Ok, I've got another cleaning dilemma, lol. For everyday riding I have a pair of black suede half chaps. They are kinda beginning to smell like my horse, and I think one of the barn cats has been using them to catnap on , so I think they deserve a cleaning of some kind, lol. What is the best way to clean them without harming the suede, or the elastic and velcro components? I'm not overly concerned about "test spot first" solutions, these are just my cheap, old, barn bummin' half chaps, but they do need to be cleaned, hopefully deodorized, and the elastic still needs to work at the end of the day.
Thanks!!!!


----------



## dynamite. (Jun 21, 2008)

I've never tried this, but I've heard that many people put them in the washing machine on a gentle cycle for a few minutes, then letting them air dry. If you're not comfortable with that, you could soak them in some water with some detergent, then scrub them with a brush after. Good luck with cleaning them!


----------



## Jumpers (Jul 1, 2009)

^ Soaking them works quite well.

I've always taken a hard brush and brushed mine down, then soaked them.

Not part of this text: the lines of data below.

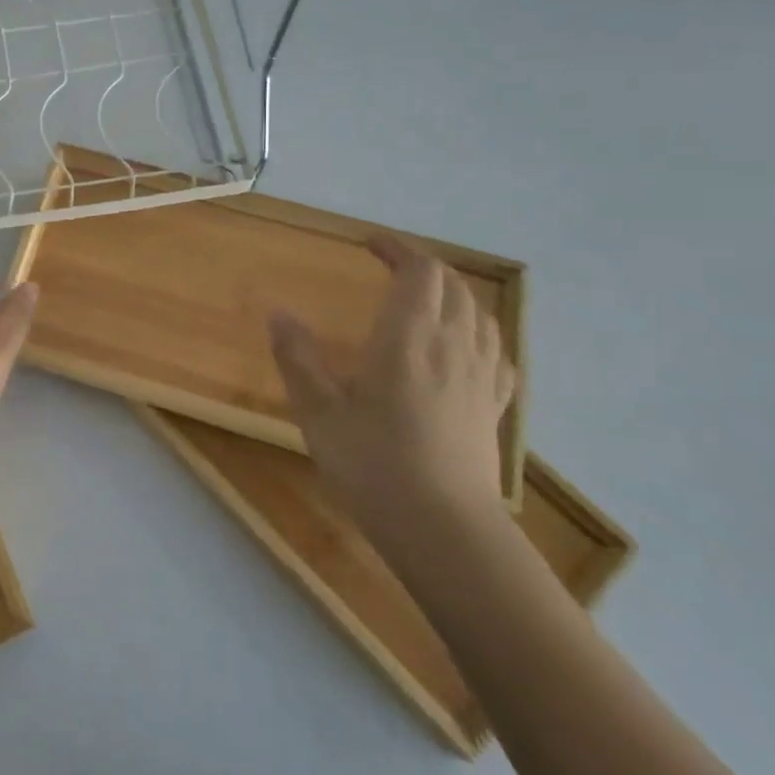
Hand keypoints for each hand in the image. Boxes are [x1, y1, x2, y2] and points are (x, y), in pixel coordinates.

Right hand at [266, 235, 515, 543]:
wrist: (445, 530)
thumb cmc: (374, 465)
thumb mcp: (319, 411)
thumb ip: (297, 357)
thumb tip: (278, 313)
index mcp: (409, 338)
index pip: (419, 272)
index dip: (397, 249)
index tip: (370, 244)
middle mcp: (452, 346)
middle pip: (452, 286)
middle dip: (422, 267)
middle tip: (390, 267)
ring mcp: (480, 377)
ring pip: (479, 314)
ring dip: (452, 294)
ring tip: (425, 299)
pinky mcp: (493, 408)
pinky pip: (496, 352)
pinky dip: (478, 332)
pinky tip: (466, 348)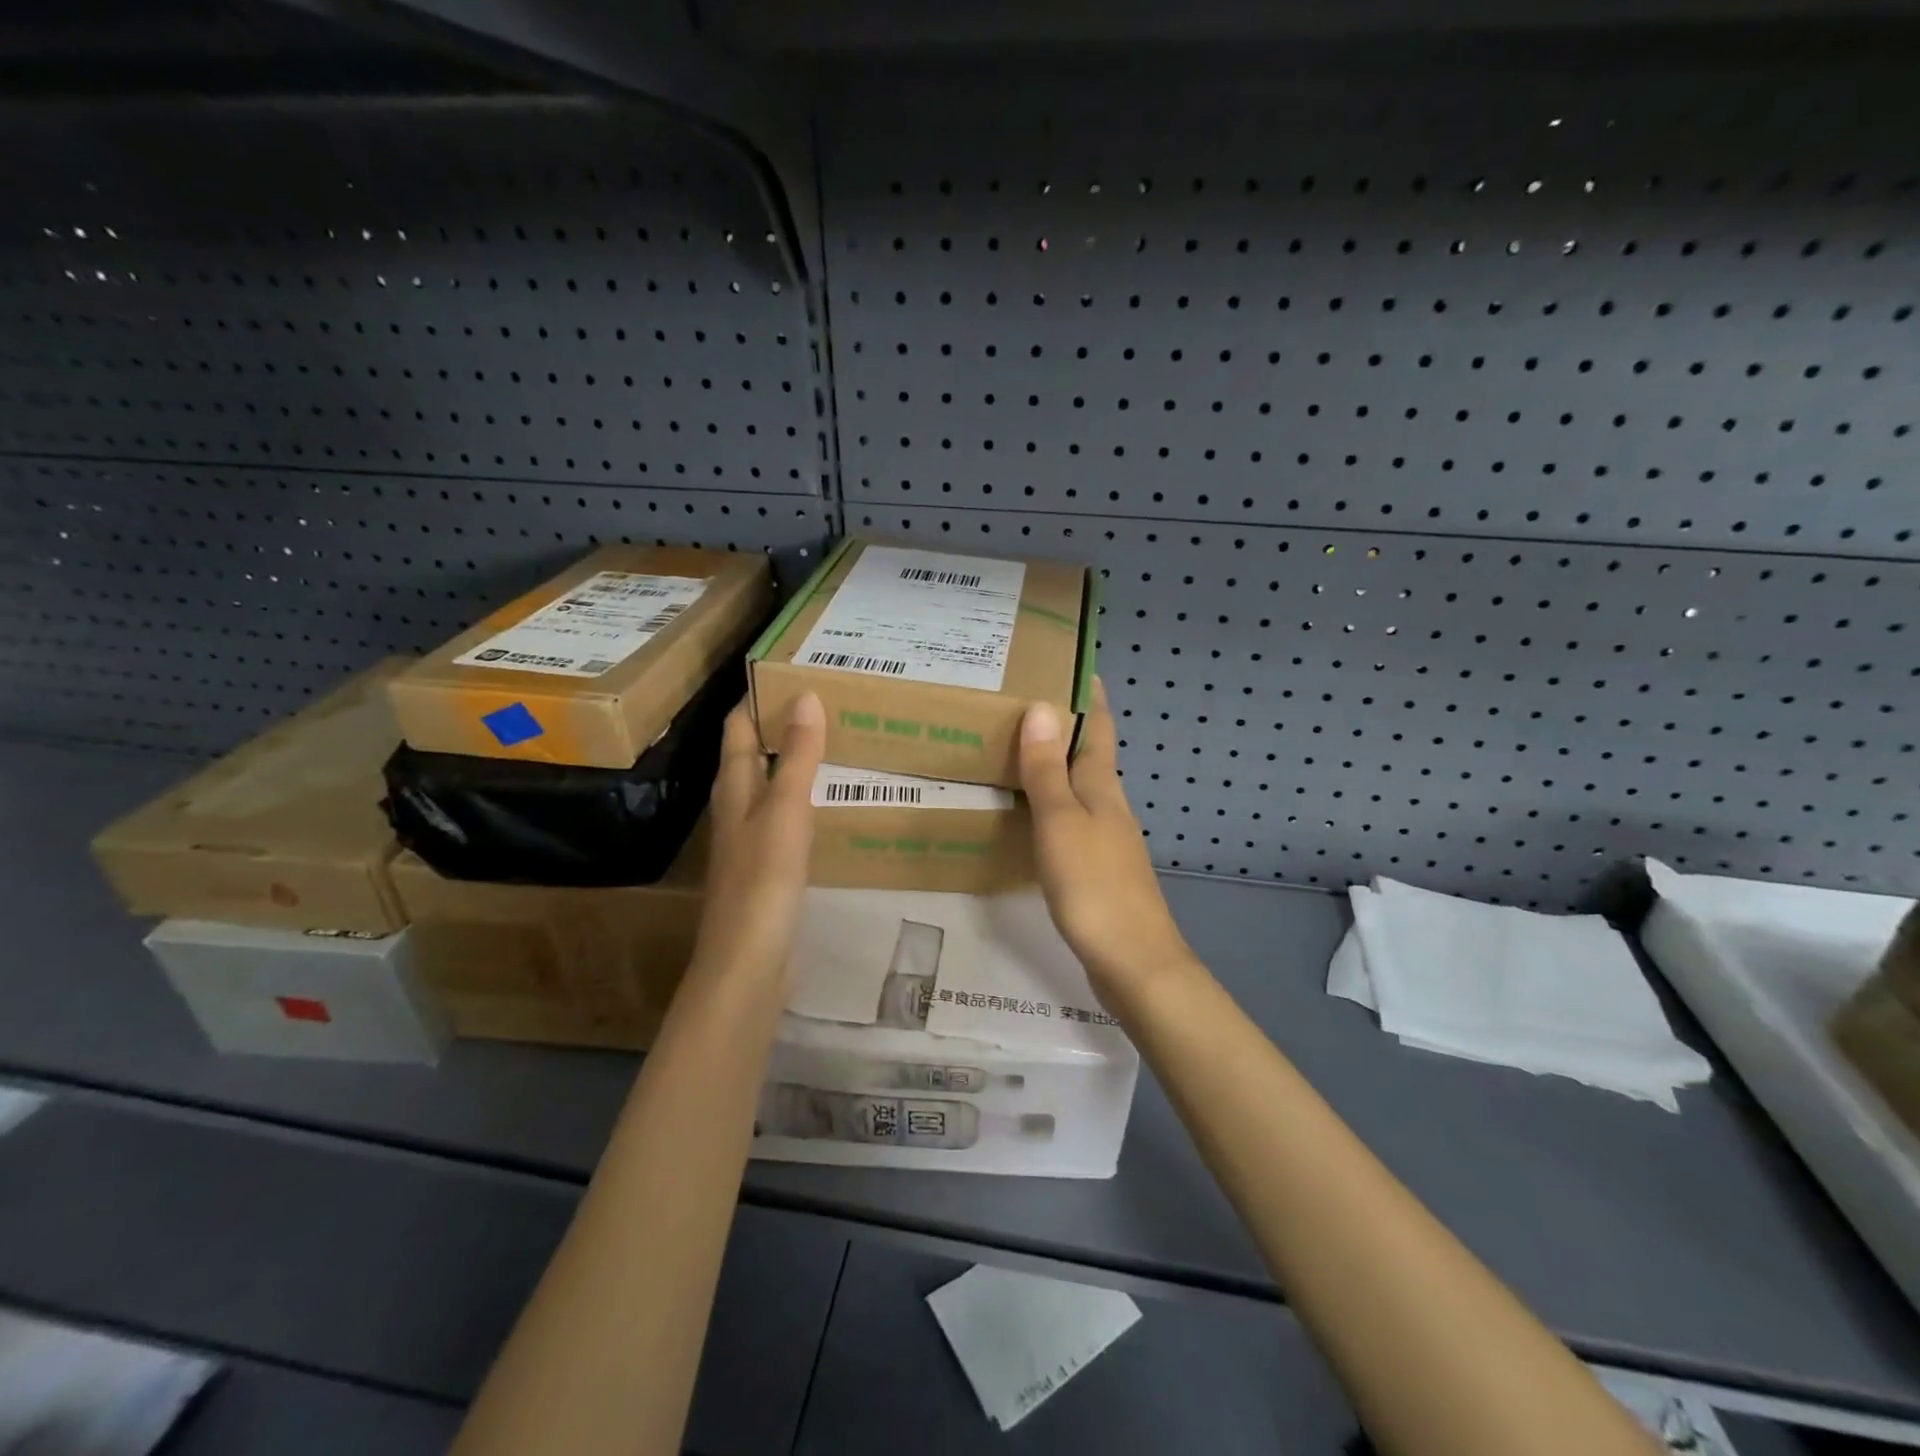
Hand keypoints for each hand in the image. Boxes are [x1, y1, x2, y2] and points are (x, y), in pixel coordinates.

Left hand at [692, 693, 825, 980]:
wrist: (749, 961)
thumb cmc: (764, 878)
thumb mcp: (785, 808)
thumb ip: (796, 755)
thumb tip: (805, 695)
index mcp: (734, 787)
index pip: (738, 727)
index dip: (758, 698)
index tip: (793, 672)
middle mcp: (735, 807)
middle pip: (750, 754)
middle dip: (779, 726)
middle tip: (826, 704)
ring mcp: (748, 840)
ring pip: (767, 787)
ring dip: (791, 763)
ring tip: (833, 743)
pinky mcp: (765, 868)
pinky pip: (782, 818)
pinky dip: (801, 799)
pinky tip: (827, 804)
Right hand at [1019, 679, 1192, 987]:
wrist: (1134, 963)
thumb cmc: (1095, 886)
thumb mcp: (1062, 822)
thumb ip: (1048, 770)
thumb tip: (1042, 706)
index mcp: (1102, 786)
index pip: (1098, 726)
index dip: (1087, 694)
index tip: (1068, 661)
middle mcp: (1108, 804)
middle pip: (1088, 753)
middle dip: (1062, 724)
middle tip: (1017, 701)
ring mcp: (1105, 838)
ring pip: (1077, 787)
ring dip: (1052, 764)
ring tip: (1011, 749)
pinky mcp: (1096, 868)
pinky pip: (1068, 820)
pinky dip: (1047, 803)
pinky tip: (1024, 813)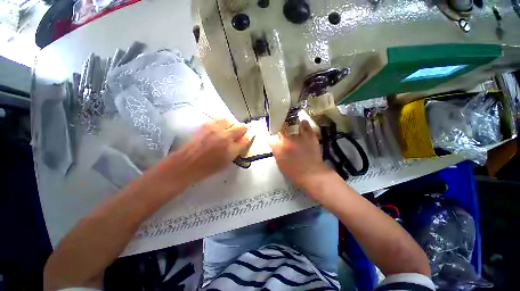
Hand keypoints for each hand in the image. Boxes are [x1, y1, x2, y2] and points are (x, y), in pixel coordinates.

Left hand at [173, 119, 250, 185]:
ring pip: (230, 120)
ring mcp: (215, 129)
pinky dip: (223, 121)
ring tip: (231, 128)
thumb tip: (244, 140)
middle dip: (244, 128)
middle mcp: (225, 136)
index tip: (252, 133)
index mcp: (231, 149)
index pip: (246, 138)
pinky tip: (221, 126)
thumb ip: (237, 149)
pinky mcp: (206, 125)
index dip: (251, 135)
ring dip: (233, 123)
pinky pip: (218, 119)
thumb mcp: (227, 161)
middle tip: (242, 132)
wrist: (187, 164)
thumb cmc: (208, 167)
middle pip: (240, 127)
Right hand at [269, 120, 332, 188]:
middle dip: (280, 127)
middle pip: (281, 128)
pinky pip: (305, 125)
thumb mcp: (280, 164)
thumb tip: (274, 145)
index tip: (273, 136)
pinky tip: (302, 123)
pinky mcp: (309, 136)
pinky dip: (303, 123)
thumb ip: (276, 152)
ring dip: (290, 123)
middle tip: (281, 127)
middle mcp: (288, 139)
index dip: (272, 136)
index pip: (272, 137)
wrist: (312, 174)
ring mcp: (299, 136)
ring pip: (292, 124)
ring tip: (290, 123)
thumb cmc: (294, 172)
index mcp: (279, 147)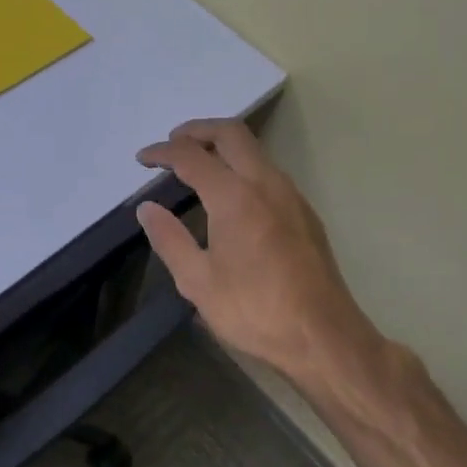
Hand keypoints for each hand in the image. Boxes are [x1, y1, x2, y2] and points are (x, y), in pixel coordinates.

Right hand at [136, 119, 387, 406]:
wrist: (323, 337)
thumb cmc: (255, 311)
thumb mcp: (197, 281)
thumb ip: (169, 239)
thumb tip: (147, 208)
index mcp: (235, 197)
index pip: (191, 156)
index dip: (162, 152)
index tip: (142, 158)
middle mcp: (266, 184)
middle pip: (231, 133)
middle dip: (197, 130)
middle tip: (172, 143)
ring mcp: (291, 195)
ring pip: (254, 149)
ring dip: (223, 145)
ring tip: (197, 164)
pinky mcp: (304, 213)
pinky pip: (268, 171)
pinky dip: (242, 165)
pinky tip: (230, 193)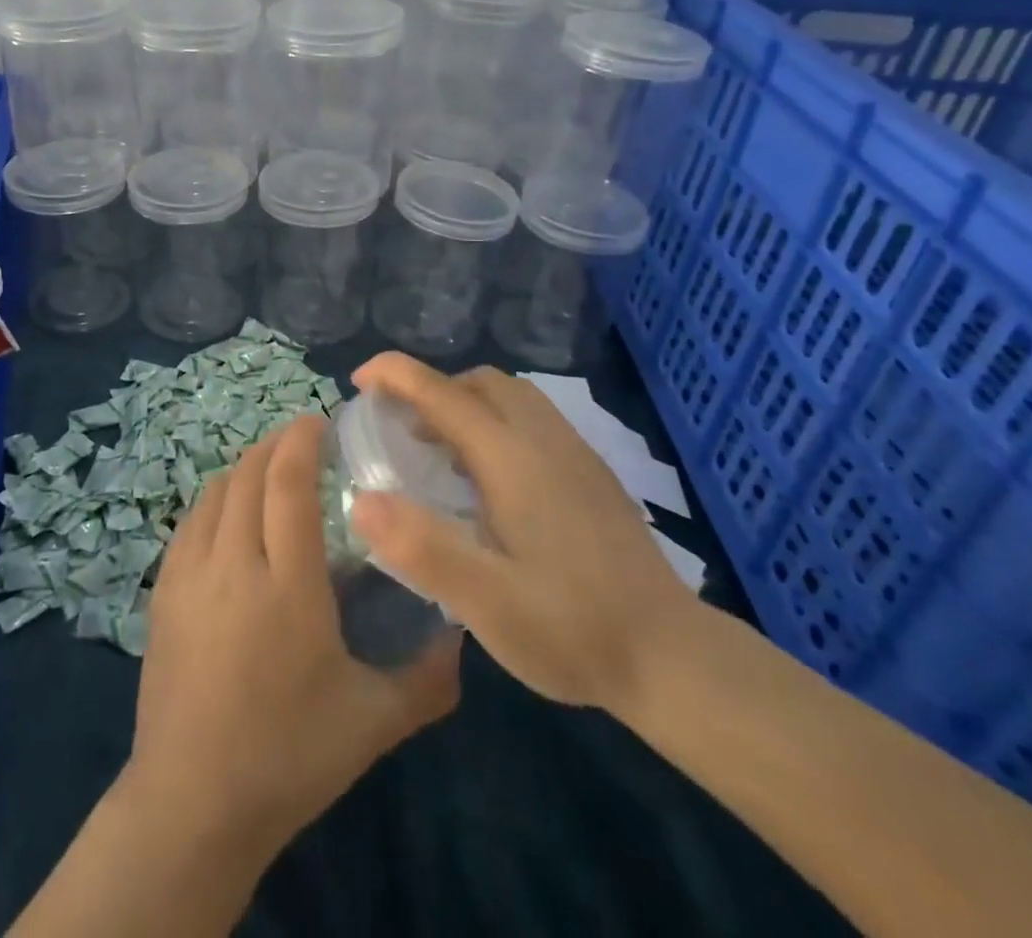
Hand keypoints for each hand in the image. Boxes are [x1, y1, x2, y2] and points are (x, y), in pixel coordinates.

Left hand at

Just don't use bleach- bad idea on my part.


----------



## maggiesshowjumping (Jan 3, 2013)

oh! oh! oh! pick me! pick me!
I had a pair of ariat endurance (or whatever they were) chaps... they were my summer run around and sweat and do dirty things chaps... you are gonna kill yourself when you read this- its sooo easy!!!
ready?
*Put them in the washing machine! *
haha it is PERFECTLY fine for the suede- it often comes out looking more suede-ie than it did before and because its going in a washing machine, with laundry detergent, it gets rid of all the nasty smell and greatly reduces the ammount of hair and debris and will take away some of the stains too! once I found out suede is machine washable it made a lot soooo much easier! I have done it a million times and I promise it works. I did it with my light blue ovation halfchaps and my beige ariat halfchaps and even a pair of full chaps....I did it on my half chaps on a regular basis. you may think "how in the world is machine washing not going to do anything to my suede" but it honestly really dosnt. I did it all the time and it kept them in great shape!


----------



## EvilHorseOfDoom (Jun 17, 2012)

I have a lovely pair of suede half chaps that got _very_ muddy on an endurance trail. I brushed off the majority of the (now dried) mud before putting them in the bath to soak with a little shampoo. You could probably use a washing liquid suitable for wool as well, but I tend to find shampoo is nicely mild and doesn't destroy the softness of the suede. I then left to airdry slowly for a few days. It's important not to dry them in front of a heat source or in the sun as they'll harden, best dried in the shade where there's a bit of breeze.


----------